Although the traffic regulatory body does not have specific regulations for the transportation of pets, Article 18.1 of the regulation states that “The driver of a vehicle is obliged to maintain his own freedom of movement, the necessary field of vision, and permanent attention to driving, which guarantees their own safety, that of the rest of the occupants of the vehicle, and that of other road users”.
It continues, “To this end, particular care must be taken to ensure that he maintains the appropriate position, that other passengers maintain the same position, and that objects or animals carried are properly positioned, so that there is no interference between the driver and any of them”.
Even if non-compliance does not mean loss of points on the driver’s license, you can still be fined €80 if the animal is loose on the floor of the vehicle, or from €200 to €500 if it is on the driver’s seat. The ambiguity of the regulations has meant that many drivers are fined even though their pets are well restrained with approved means.
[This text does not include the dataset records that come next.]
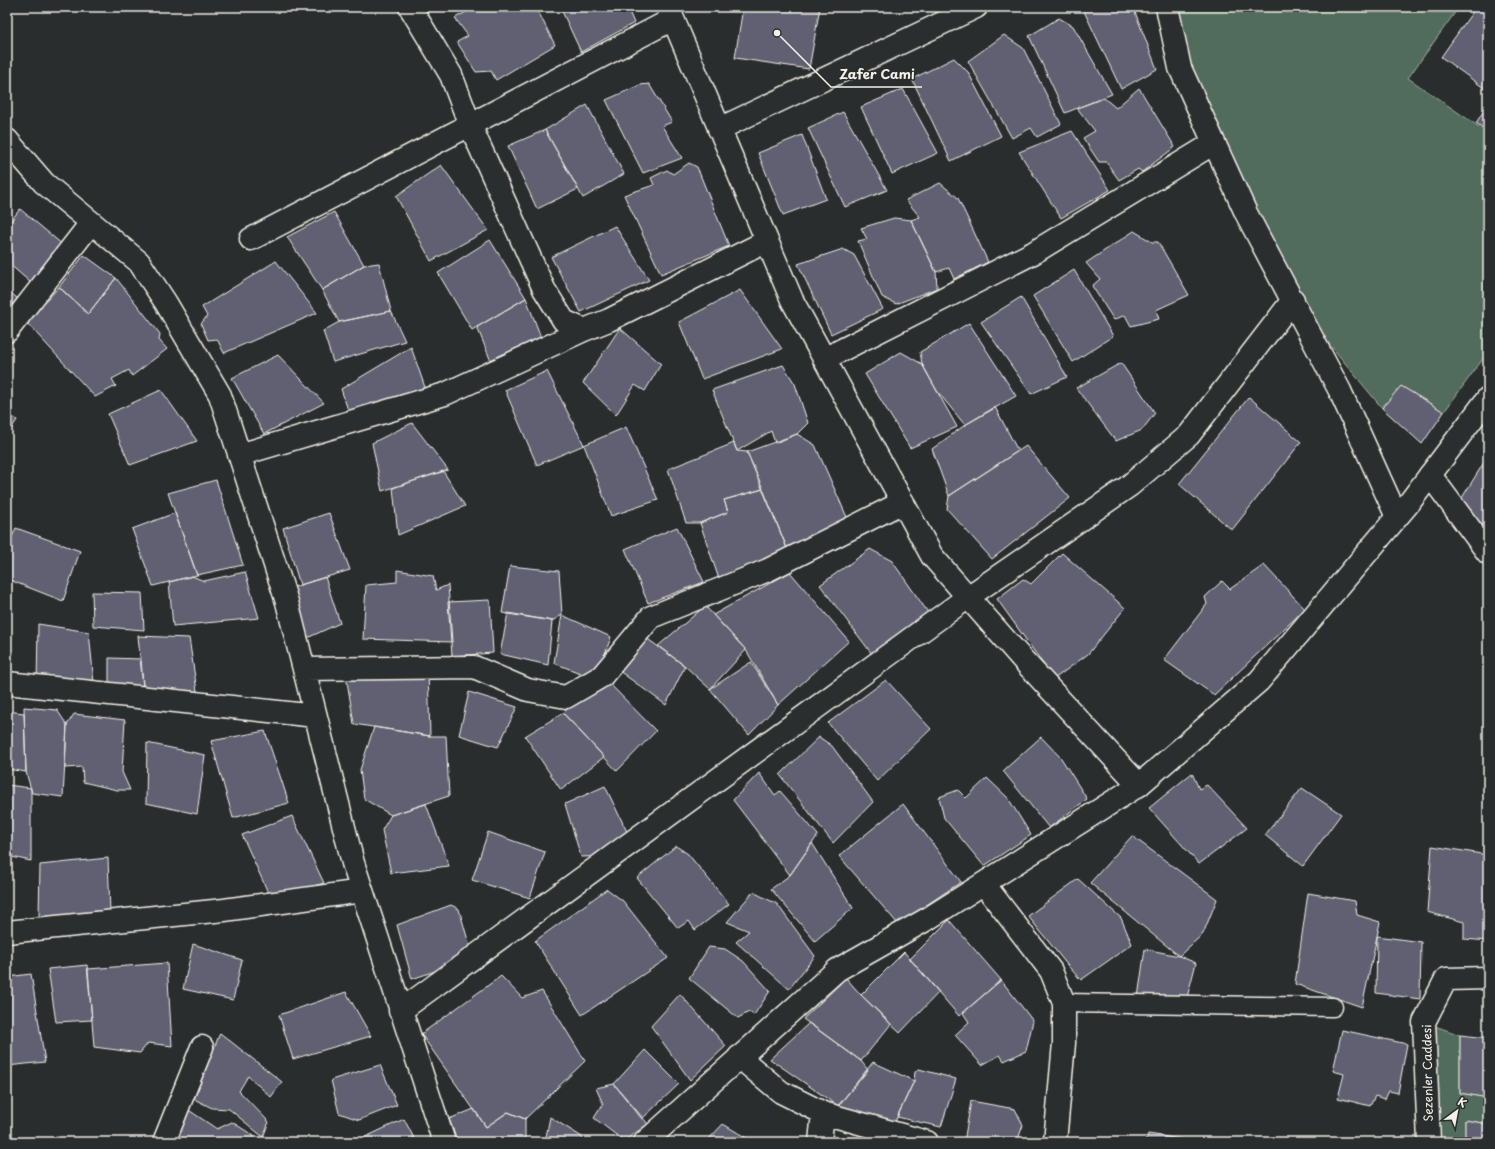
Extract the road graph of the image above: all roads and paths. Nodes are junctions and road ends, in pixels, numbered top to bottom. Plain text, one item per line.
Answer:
1 (410, 7) edge
2 (976, 7) edge
3 (1167, 7) edge
4 (670, 13) edge
5 (470, 125) junction
6 (719, 128) junction
7 (7, 140) edge
8 (1214, 143) junction
9 (91, 223) junction
10 (251, 239) dead end
11 (767, 241) junction
12 (1293, 300) junction
13 (584, 330) junction
14 (7, 331) edge
15 (824, 359) junction
16 (1488, 398) edge
17 (239, 455) junction
18 (1430, 475) junction
19 (903, 502) junction
20 (1397, 517) junction
21 (1488, 553) edge
22 (968, 597) junction
23 (304, 669) junction
24 (7, 684) edge
25 (316, 716) junction
26 (1139, 785) junction
27 (984, 884) junction
28 (362, 891) junction
29 (7, 932) edge
30 (1488, 978) edge
31 (1064, 1003) junction
32 (1333, 1007) dead end
33 (400, 1012) junction
34 (202, 1047) dead end
35 (739, 1057) junction
36 (823, 1113) junction
37 (164, 1142) edge
38 (444, 1142) edge
39 (645, 1142) edge
40 (820, 1142) edge
41 (927, 1142) edge
42 (1055, 1142) edge
43 (1429, 1142) edge

1 - 5 street
2 - 6 street
3 - 8 street
4 - 5 street
4 - 6 street
5 - 10 street
5 - 13 street
6 - 11 street
7 - 9 street
8 - 12 street
8 - 15 street
9 - 14 street
9 - 17 street
11 - 13 street
11 - 15 street
12 - 20 street
12 - 22 street
13 - 17 street
15 - 19 street
16 - 18 street
17 - 23 street
18 - 20 street
18 - 21 street
19 - 22 street
19 - 23 street
20 - 26 street
22 - 26 street
22 - 33 street
23 - 25 street
24 - 25 street
25 - 28 street
26 - 27 street
27 - 31 street
27 - 35 street
28 - 29 street
28 - 33 street
30 - 43 street, Sezenler Caddesi
31 - 32 lane
31 - 42 street
33 - 38 street
34 - 37 street
35 - 36 street
35 - 39 street
36 - 40 street
36 - 41 street

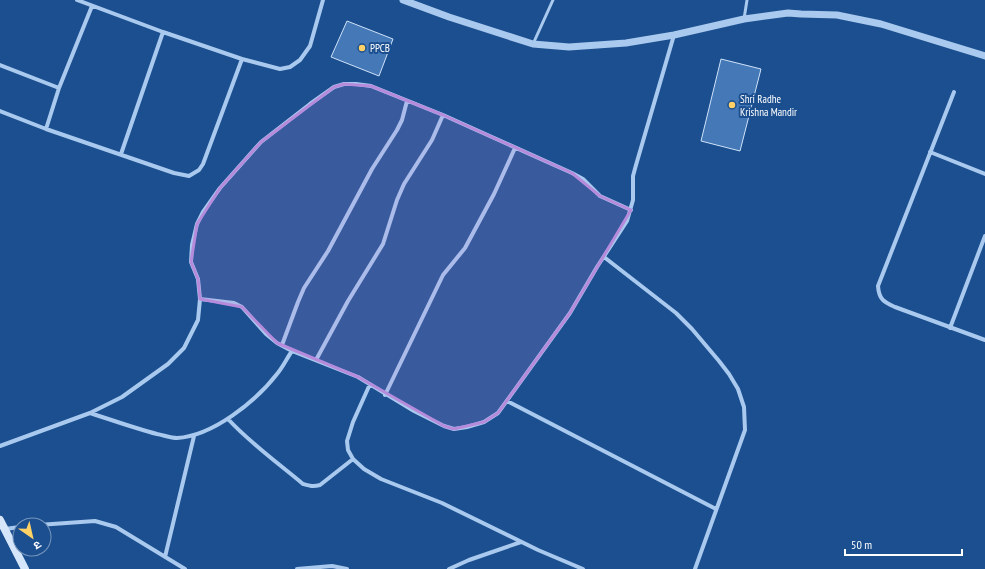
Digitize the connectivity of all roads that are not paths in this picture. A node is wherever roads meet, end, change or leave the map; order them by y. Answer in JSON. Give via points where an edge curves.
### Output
{"nodes":[{"id":1,"x":77,"y":0,"type":"edge"},
{"id":2,"x":324,"y":0,"type":"edge"},
{"id":3,"x":403,"y":0,"type":"edge"},
{"id":4,"x":553,"y":0,"type":"edge"},
{"id":5,"x":747,"y":0,"type":"edge"},
{"id":6,"x":92,"y":6,"type":"junction"},
{"id":7,"x":744,"y":19,"type":"junction"},
{"id":8,"x":163,"y":32,"type":"junction"},
{"id":9,"x":674,"y":35,"type":"junction"},
{"id":10,"x":533,"y":44,"type":"junction"},
{"id":11,"x":985,"y":56,"type":"edge"},
{"id":12,"x":242,"y":59,"type":"junction"},
{"id":13,"x":0,"y":65,"type":"edge"},
{"id":14,"x":59,"y":88,"type":"junction"},
{"id":15,"x":954,"y":92,"type":"dead end"},
{"id":16,"x":407,"y":101,"type":"junction"},
{"id":17,"x":0,"y":111,"type":"edge"},
{"id":18,"x":443,"y":115,"type":"junction"},
{"id":19,"x":46,"y":129,"type":"junction"},
{"id":20,"x":515,"y":148,"type":"junction"},
{"id":21,"x":930,"y":152,"type":"junction"},
{"id":22,"x":121,"y":154,"type":"junction"},
{"id":23,"x":985,"y":174,"type":"edge"},
{"id":24,"x":631,"y":210,"type":"junction"},
{"id":25,"x":985,"y":236,"type":"edge"},
{"id":26,"x":979,"y":253,"type":"junction"},
{"id":27,"x":985,"y":255,"type":"edge"},
{"id":28,"x":604,"y":257,"type":"junction"},
{"id":29,"x":200,"y":299,"type":"junction"},
{"id":30,"x":950,"y":328,"type":"junction"},
{"id":31,"x":985,"y":340,"type":"edge"},
{"id":32,"x":282,"y":345,"type":"junction"},
{"id":33,"x":292,"y":351,"type":"junction"},
{"id":34,"x":316,"y":360,"type":"junction"},
{"id":35,"x":370,"y":384,"type":"junction"},
{"id":36,"x":385,"y":395,"type":"junction"},
{"id":37,"x":507,"y":401,"type":"junction"},
{"id":38,"x":90,"y":413,"type":"junction"},
{"id":39,"x":228,"y":419,"type":"junction"},
{"id":40,"x":194,"y":436,"type":"junction"},
{"id":41,"x":0,"y":446,"type":"edge"},
{"id":42,"x":353,"y":459,"type":"junction"},
{"id":43,"x":716,"y":509,"type":"junction"},
{"id":44,"x":0,"y":520,"type":"edge"},
{"id":45,"x":52,"y":524,"type":"edge"},
{"id":46,"x":12,"y":529,"type":"edge"},
{"id":47,"x":5,"y":530,"type":"junction"},
{"id":48,"x":521,"y":542,"type":"junction"},
{"id":49,"x":165,"y":557,"type":"junction"},
{"id":50,"x":25,"y":569,"type":"edge"},
{"id":51,"x":184,"y":569,"type":"edge"},
{"id":52,"x":298,"y":569,"type":"edge"},
{"id":53,"x":347,"y":569,"type":"edge"},
{"id":54,"x":448,"y":569,"type":"edge"},
{"id":55,"x":583,"y":569,"type":"edge"},
{"id":56,"x":695,"y":569,"type":"edge"}],
"edges":[{"from":1,"to":6,"type":"street"},
{"from":2,"to":12,"type":"street","via":[[310,46],[300,60],[290,67],[280,69]]},
{"from":3,"to":10,"type":"street","via":[[449,18]]},
{"from":4,"to":10,"type":"lane"},
{"from":5,"to":7,"type":"lane"},
{"from":6,"to":8,"type":"street"},
{"from":6,"to":14,"type":"street"},
{"from":7,"to":9,"type":"street"},
{"from":7,"to":11,"type":"street","via":[[788,13],[837,15],[881,24]]},
{"from":8,"to":12,"type":"street"},
{"from":8,"to":22,"type":"street"},
{"from":9,"to":10,"type":"street","via":[[599,46]]},
{"from":9,"to":24,"type":"street","via":[[633,176]]},
{"from":12,"to":22,"type":"street","via":[[209,150],[199,170],[189,176],[184,175]]},
{"from":13,"to":14,"type":"street"},
{"from":14,"to":19,"type":"street"},
{"from":15,"to":21,"type":"street"},
{"from":16,"to":18,"type":"street"},
{"from":16,"to":29,"type":"street","via":[[371,86],[344,84],[334,87],[261,142],[211,200],[197,224],[191,262],[198,279]]},
{"from":16,"to":32,"type":"street","via":[[397,130],[304,288]]},
{"from":17,"to":19,"type":"street"},
{"from":18,"to":20,"type":"street"},
{"from":18,"to":34,"type":"street","via":[[432,140],[402,189],[383,244]]},
{"from":19,"to":22,"type":"street"},
{"from":20,"to":24,"type":"street","via":[[572,173],[583,179],[600,196]]},
{"from":20,"to":36,"type":"street","via":[[465,248],[443,275]]},
{"from":21,"to":23,"type":"street"},
{"from":21,"to":30,"type":"street","via":[[878,286],[878,294],[883,301],[895,307]]},
{"from":24,"to":28,"type":"street","via":[[627,221]]},
{"from":25,"to":26,"type":"street"},
{"from":26,"to":27,"type":"street"},
{"from":26,"to":30,"type":"street"},
{"from":28,"to":37,"type":"street","via":[[570,312]]},
{"from":28,"to":43,"type":"street","via":[[676,313],[719,361],[738,389],[744,407],[745,430]]},
{"from":29,"to":32,"type":"street","via":[[234,303],[266,334]]},
{"from":29,"to":38,"type":"street","via":[[198,320],[184,348],[168,364],[122,397]]},
{"from":30,"to":31,"type":"street"},
{"from":32,"to":33,"type":"street"},
{"from":33,"to":34,"type":"street"},
{"from":33,"to":39,"type":"street","via":[[267,385]]},
{"from":34,"to":35,"type":"street"},
{"from":35,"to":36,"type":"street"},
{"from":35,"to":42,"type":"street","via":[[347,441]]},
{"from":36,"to":37,"type":"street","via":[[454,429],[484,422],[498,413]]},
{"from":37,"to":43,"type":"street"},
{"from":38,"to":40,"type":"street","via":[[176,438]]},
{"from":38,"to":41,"type":"street"},
{"from":39,"to":40,"type":"street"},
{"from":39,"to":42,"type":"street","via":[[238,430],[309,486],[320,485]]},
{"from":40,"to":49,"type":"street"},
{"from":42,"to":48,"type":"street","via":[[380,479],[442,503]]},
{"from":43,"to":56,"type":"street"},
{"from":44,"to":47,"type":"main road"},
{"from":45,"to":49,"type":"street","via":[[95,521],[116,527]]},
{"from":46,"to":47,"type":"street"},
{"from":47,"to":50,"type":"main road"},
{"from":48,"to":54,"type":"street"},
{"from":48,"to":55,"type":"street"},
{"from":49,"to":51,"type":"street"},
{"from":52,"to":53,"type":"street","via":[[332,566]]}]}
Taking into account an accident that occurs from the front of the vehicle, leaving the dog loose in the back of the car is probably the worst option. In this situation the pet could end up flying into the driver’s headrest, causing serious, or even fatal injuries, for both.
As for using a pet carrier, it is recommended by the DGT that it be placed on the floor in the rear. In this way, if there was an accident, the impact would be absorbed quickly and the carrier would hopefully not be badly deformed, with the animal probably only suffering minor injuries.
But, without a doubt, the best option is to place a grille that divides the rear and front of the car and combine it with a carrier that protects the animal, as reported by elespanol.com.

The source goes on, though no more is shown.